Wednesday, March 25, 2020

ON MA PARKER’S TREE —IN BROOKLYN

In my youth in the 1950s a great American plane tree ( Platanus occidentalis )  a seventy foot tall sycamore—dominated the sidewalk on our city block in Brooklyn’s New Utrecht neighborhood.   The tree’s massive, shaggy-barked bole was so big four giggling ten year old kids holding hands couldn't join together to reach around it.  Its great curling roots, like those that entwined Laocooon and his sons, rose from the pebbly red soil  to lift and  crack the sidewalk squares and push the carefully laid NY City stone curbing out of line.  Local elders reminisced that the widow, Ma Parker,  the first person to own the 1920s era house in front of which it grew—planted the tree in honor of her son who fell at Belleau Wood, France during WW I. 

In the concrete and asphalt canyons of my youth in Brooklyn Ma Parker’s tree was always there  a sign of persistent nature..growing across from my house so I could always look through a grime soot stained glass and see it in its tangled natural magnificence.  It seemed to boldly assert the existence of  another  green and natural world—among the smog, noise, smoke, brick and asphalt in hard angled surfaces of a man-made world I knew only.

In summer the first birds species I came to know—the English Sparrow and the Starling— twittered among its shade dappled branches.  Its young and fuzzy gray-green buds sprouted in the Spring into bright green tri-lobed  leaves to wave and tremble in the summer breeze.  Its light and dark shadow patterns cooled the asphalt and concrete from which it sprang.  A great branch arising close to the ground  above its swelling base,  gave access to agile and adventurous  youngsters into the secrets of its higher (and dangerous) cool and shadowy branches.  Below, in the tree’s cool shade Johnny Rico’s grandma dozed in her rickety chair on the red brick stoop.  Above her, birds sang among the branches and gray squirrels ghosted lightly from limb to limb.  In the Fall, the  leaves turned  red and gold and as winter approached they browned and curled up like old man’s hands to fall on asphalt and concrete —unable to return as humus to the asphalt covered earth. Winter winds pushed up brown leaf windrows and woolen covered kids happily shuffled among them just to hear the leaves complain.  It was in those cold gray days that one noticed the hanging seed balls —“itchy balls’ we called them— which only then became apparent among bare leaved terminal branches of Ma Parker’s tree.  

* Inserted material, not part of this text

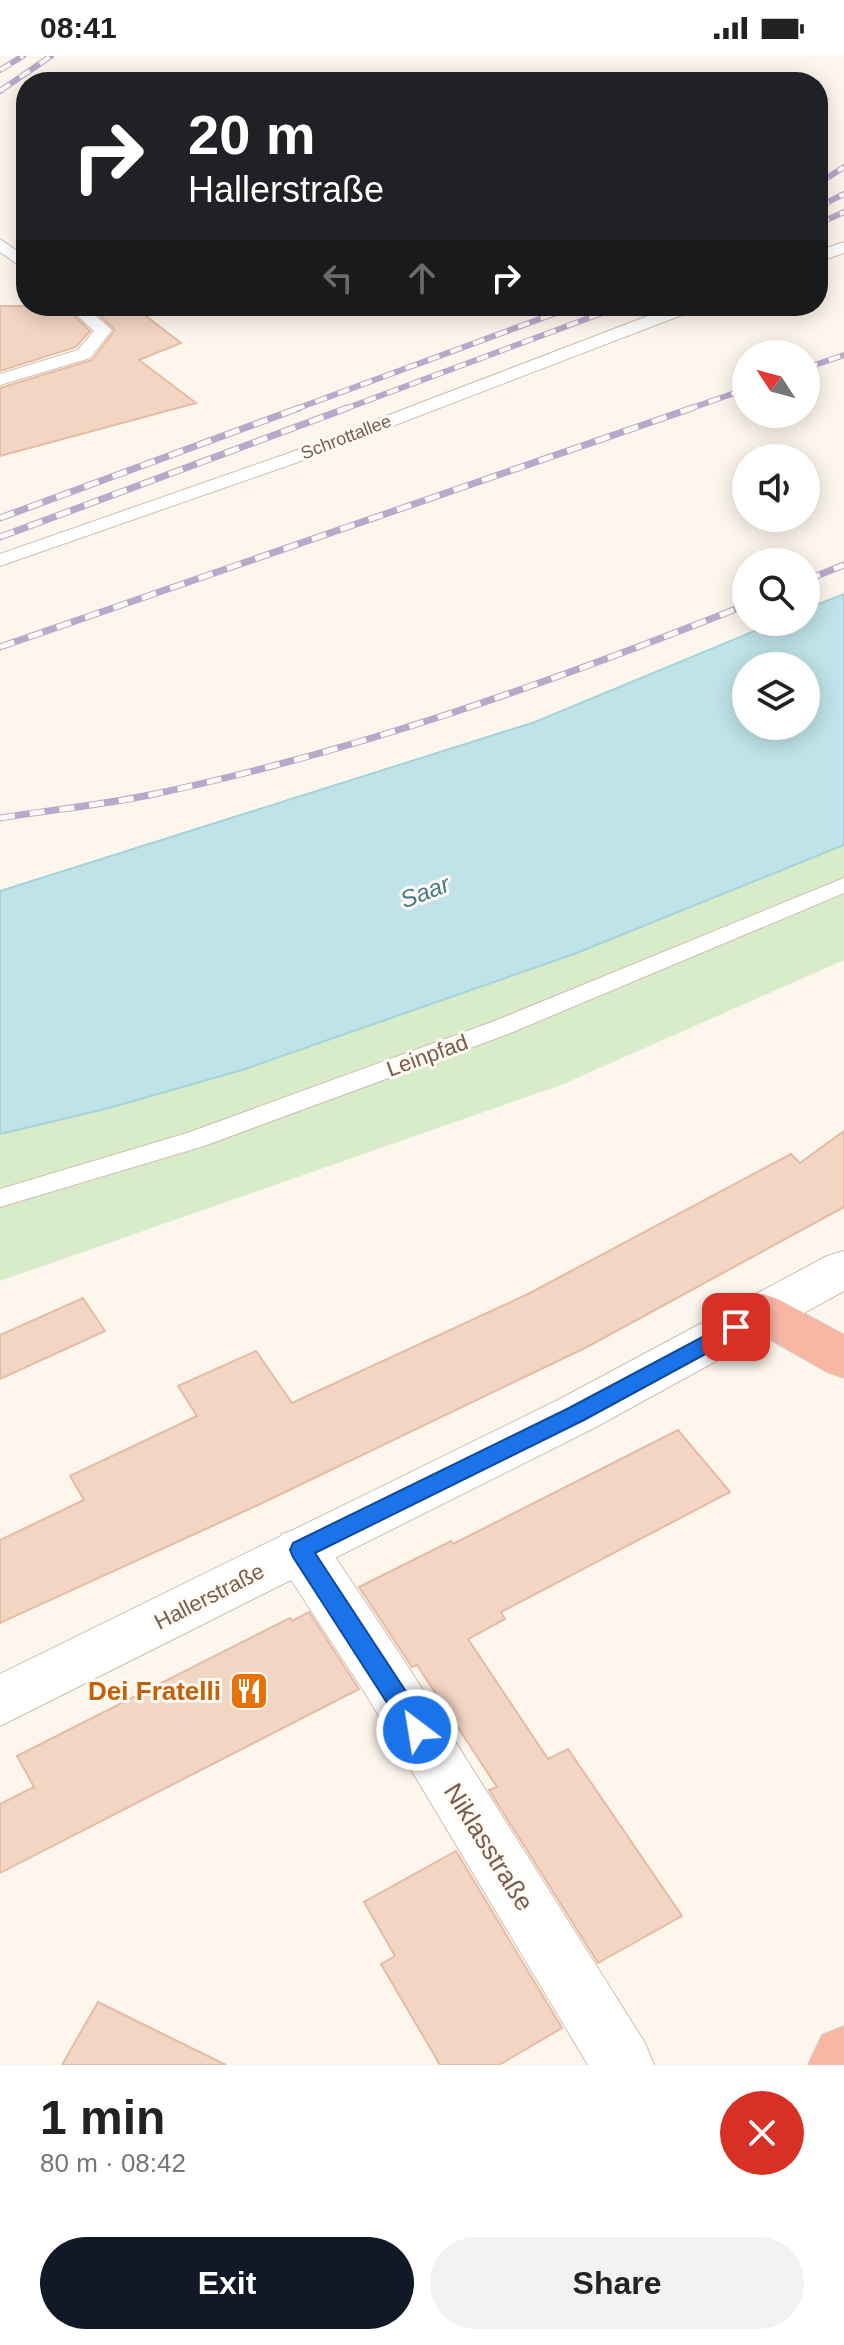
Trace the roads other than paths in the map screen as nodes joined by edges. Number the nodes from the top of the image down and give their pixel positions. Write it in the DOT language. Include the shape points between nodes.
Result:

Our block’s well loved sycamore boldly asserted to our young minds each day of the year and in each season that someplace outside of our cityscape world there exited another land—of clean fresh air and greenery where nature ruled over man.  Each year, like a persistent weed growing in a concrete crack it sprouted its green leaves and made us watch the grand designs of nature as it grew to top over the highest local roofs.  Its very existence, against all odds— its age and permanence — asserted to us that the natural world existed —even if out of our view—in the form of this massive tree—too big to tame, too massive to cut down. It was there to state the ascendency of Mother Nature over what mere humans could devise for for us and our earth.